Because it isn’t commonly talked about in society, people who have these illnesses and disabilities have created a supportive community for each other called the “spoonie community.” It was named for Christine Miserandino’s spoon theory in which people who have chronic illnesses have a certain amount of spoons per day that they are allotted to use. Simple tasks such as brushing your teeth and getting out of bed take spoons, and everything has to be budgeted with these “spoons.” Many people with chronic illnesses have adopted this analogy, nearly as convoluted as the illness themselves, in order to explain what they go through.

“All of a sudden put a price on every single thing that you have to do,” Mrs. Brown explained. “From brushing your teeth to taking a bath to doing a load of dishes or making dinner for your family or buying groceries, when every single one of those things – like you just said ‘okay this is how much money you have to spend today’ and all of those things cost money, you can’t go over budget. Or say you can go over budget but that means you have less tomorrow.”

“Chronic illness does not define who I am,” Tiesman said. “It is something that I manage, but it is not me as a person.””

— Tiesman

I met a number of people through this spoonie community including Tiesman. Managing all of her illnesses has left her unable to attend school, so she relies on the spoonie community in order to interact with people like her.

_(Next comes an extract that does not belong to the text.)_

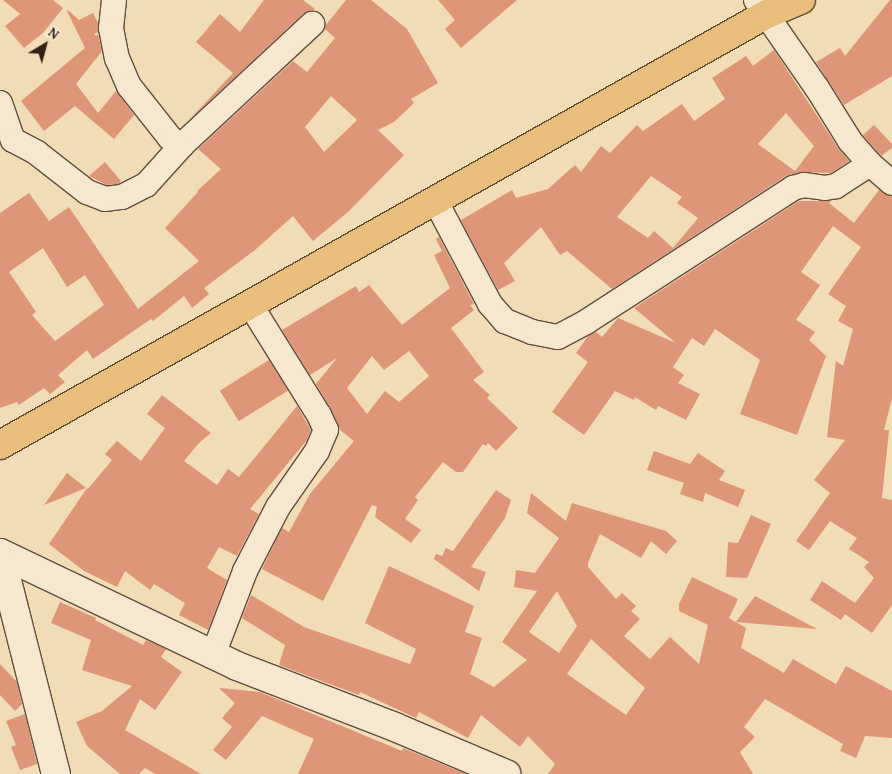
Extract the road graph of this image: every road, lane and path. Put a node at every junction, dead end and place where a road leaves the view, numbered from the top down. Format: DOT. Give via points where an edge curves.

“It can definitely help when needing support and meeting people who understand what I’m going through because most people around me right now don’t. So it’s a great way to get support and make new friends.”

Tiesman doesn’t live a normal teenage life because she spends most of her life at doctor’s visits and trying to manage her symptoms. She may be seen as different because of this routine, but she still wants to be considered a normal teenager.

“Chronic illness does not define who I am,” Tiesman said. “It is something that I manage, but it is not me as a person.”

That’s maybe the the most important lesson I’ve learned through my journey. A person that has a chronic illness is just that: a human that happens to be sick. Yes, the symptoms may take over your life, and at times it may seem like your illness is your identifier. As someone from the outside, it’s easy to be overwhelmed when a loved one is dealing with chronic illness and then fall into the trap of letting them be defined by their illness.

As Mrs. Colton said, “Most people with chronic illness are incredibly tough and survivors. So if you see someone with a chronic illness, you should see them in terms of their strength and not in terms of weakness.”